Sosyal paylaşım sitelerinde kendisi için onlarca sayfa ve grup açılan Zeyneb el-Husni, "Suriye Güvenlik Güçleri tarafından öldürüldüğü" iddiasını çürüterek, hakikatleri anlattı.
Suriye Televizyonu bugün, uzun zamandan beri birçok kışkırtıcı medya kanalında sürekli olarak adı geçen Zeyneb el-Husni'nin açıklamalarına yer verdi.
El-Husni'nin açıklamalarının tam metni şöyle:
Ailemden kimseyi haberdar etmeden bir akrabamın yanına gittim. Kardeşlerimin dayağından dolayı, Ramazan ayı başlamadan 5 gün önce kaçtım.
Ailem yaşadığımı bilmiyordu, hikayemi televizyondan öğrendim. Haberlerde, güvenlik güçlerinin beni tutukladığını, yaktığını, cesedimi parçaladığını ve aileme teslim ettiğini söylüyorlardı.
Yanlarında kaldığım kişilere, polise gidip gerçeği anlatmak istediğimi söyledim.
Ama bana bunu yapmamamı tavsiye edip, güvenlik güçlerinin bana işkence edeceğini söylediler ve korkuttular.
Bugün, gerçekleri anlatmak ve öldürüldüğüm haberini yalanlamak için polis merkezine geldim.
Yalancı kanalların söylediğinin aksine, ben yaşıyorum" Gerçekleri söylemeyi seçtim. Çünkü bir gün evlenecek ve çocuk yapacağım. Çocuklarımı kaydetmek istiyorum.

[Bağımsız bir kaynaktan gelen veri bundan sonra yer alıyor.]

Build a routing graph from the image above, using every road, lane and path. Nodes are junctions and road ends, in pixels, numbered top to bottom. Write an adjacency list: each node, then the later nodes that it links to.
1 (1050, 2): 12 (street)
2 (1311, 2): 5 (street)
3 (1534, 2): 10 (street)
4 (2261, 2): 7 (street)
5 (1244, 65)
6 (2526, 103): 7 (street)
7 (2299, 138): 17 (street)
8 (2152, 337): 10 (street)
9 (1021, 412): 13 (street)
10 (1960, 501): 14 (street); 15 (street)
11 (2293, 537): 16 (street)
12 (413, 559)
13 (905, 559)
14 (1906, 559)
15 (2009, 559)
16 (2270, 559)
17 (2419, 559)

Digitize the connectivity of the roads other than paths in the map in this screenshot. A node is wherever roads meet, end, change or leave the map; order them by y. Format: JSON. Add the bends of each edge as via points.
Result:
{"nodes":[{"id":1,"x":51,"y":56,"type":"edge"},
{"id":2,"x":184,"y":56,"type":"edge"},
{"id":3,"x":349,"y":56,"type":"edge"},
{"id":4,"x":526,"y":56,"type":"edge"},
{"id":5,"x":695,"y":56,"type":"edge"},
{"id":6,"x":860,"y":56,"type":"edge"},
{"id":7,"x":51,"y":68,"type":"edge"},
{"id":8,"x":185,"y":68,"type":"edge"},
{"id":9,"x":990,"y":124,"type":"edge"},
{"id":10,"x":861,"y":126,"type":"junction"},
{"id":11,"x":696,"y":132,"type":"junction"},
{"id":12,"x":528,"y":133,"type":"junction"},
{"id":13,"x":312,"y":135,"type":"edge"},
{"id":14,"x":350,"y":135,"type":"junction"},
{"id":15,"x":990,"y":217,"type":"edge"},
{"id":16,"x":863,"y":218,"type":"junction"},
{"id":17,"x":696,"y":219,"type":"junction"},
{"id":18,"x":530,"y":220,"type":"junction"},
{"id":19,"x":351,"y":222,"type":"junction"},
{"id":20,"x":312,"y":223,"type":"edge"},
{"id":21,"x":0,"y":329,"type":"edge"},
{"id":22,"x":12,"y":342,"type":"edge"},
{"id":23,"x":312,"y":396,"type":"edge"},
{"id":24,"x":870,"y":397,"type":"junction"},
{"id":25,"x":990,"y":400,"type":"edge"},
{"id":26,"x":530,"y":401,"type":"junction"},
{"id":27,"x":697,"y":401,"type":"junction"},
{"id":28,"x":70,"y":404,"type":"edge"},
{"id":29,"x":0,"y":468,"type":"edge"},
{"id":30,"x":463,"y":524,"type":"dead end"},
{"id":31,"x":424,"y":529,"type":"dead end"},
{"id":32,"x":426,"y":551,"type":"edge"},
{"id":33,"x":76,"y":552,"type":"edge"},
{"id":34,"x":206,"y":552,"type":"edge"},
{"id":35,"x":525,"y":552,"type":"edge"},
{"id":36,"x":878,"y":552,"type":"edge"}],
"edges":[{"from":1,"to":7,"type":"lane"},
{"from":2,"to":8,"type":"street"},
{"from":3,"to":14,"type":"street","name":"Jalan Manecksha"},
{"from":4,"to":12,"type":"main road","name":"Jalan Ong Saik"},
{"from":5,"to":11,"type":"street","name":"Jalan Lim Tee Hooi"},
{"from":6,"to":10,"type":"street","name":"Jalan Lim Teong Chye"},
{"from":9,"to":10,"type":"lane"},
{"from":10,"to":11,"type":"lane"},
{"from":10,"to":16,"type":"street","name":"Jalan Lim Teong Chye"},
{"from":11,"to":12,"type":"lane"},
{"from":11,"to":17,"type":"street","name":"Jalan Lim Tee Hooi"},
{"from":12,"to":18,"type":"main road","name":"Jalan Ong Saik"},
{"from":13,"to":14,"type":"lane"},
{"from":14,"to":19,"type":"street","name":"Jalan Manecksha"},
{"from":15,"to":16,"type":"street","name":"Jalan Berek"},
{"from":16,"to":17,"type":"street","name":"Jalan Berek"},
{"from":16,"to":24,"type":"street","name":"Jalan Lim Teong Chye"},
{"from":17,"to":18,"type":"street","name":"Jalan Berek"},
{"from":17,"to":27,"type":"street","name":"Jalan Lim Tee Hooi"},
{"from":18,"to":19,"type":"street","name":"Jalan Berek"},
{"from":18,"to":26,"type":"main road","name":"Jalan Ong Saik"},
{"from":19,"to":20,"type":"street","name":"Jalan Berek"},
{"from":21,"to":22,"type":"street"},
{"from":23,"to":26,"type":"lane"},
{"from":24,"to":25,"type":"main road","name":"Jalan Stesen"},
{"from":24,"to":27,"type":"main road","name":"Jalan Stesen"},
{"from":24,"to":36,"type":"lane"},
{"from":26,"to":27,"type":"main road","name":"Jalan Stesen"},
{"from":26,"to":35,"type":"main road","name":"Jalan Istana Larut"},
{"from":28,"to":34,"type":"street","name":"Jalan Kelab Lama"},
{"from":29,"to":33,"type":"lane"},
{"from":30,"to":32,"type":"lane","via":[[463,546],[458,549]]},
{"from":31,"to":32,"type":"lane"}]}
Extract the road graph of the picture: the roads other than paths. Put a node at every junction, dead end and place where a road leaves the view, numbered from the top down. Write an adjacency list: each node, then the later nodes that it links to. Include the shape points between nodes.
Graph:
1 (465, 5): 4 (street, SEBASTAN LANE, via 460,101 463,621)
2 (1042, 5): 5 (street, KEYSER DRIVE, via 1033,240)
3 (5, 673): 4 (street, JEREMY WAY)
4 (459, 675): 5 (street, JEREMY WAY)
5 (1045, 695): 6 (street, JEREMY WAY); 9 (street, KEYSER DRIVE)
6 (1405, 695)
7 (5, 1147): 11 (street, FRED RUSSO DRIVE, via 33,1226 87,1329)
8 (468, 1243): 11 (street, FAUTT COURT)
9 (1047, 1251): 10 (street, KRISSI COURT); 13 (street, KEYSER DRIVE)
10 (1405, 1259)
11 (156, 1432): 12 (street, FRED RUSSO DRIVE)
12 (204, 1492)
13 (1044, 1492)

Geçen zamanda başıma gelenler hakkında konuşmak istemiyorum. Tek istediğim, annemin beni affetmesi ve benden razı olmasıdır.
El Hüsnü olduğu bildirilen kadın televizyonla yaptığı mülakatta, gözaltına alındığı ve başının koparıldığı yönündeki haberler üzerine konuşmaya karar verdiğini ifade etti.
Uluslararası Af Örgütü, 23 Eylül'de, 18 yaşındaki El Hüsnü'nün parçalanmış cesedinin bir morgda bulunduğunu iddia etmişti.
Merkezi New York'taki örgütün Ortadoğu ve Kuzey Afrika biriminin müdür yardımcısı Philip Luther, Zeyneb'in, Suriye'de 6 aydır süren ayaklanmada gözaltına alındıktan sonra öldürülen ilk kadın olduğuna inanıldığını iddia etmişti.
Zeyneb'in ailesinin, kızlarının cesedini şans eseri Humus kentinde eylemci oğullarının cesedini ararken bulduklarını belirterek, Zeyneb'in kafasının, kollarının kesildiğini ve derisinin soyulduğunu iddia edilen bir haber yapılmıştı.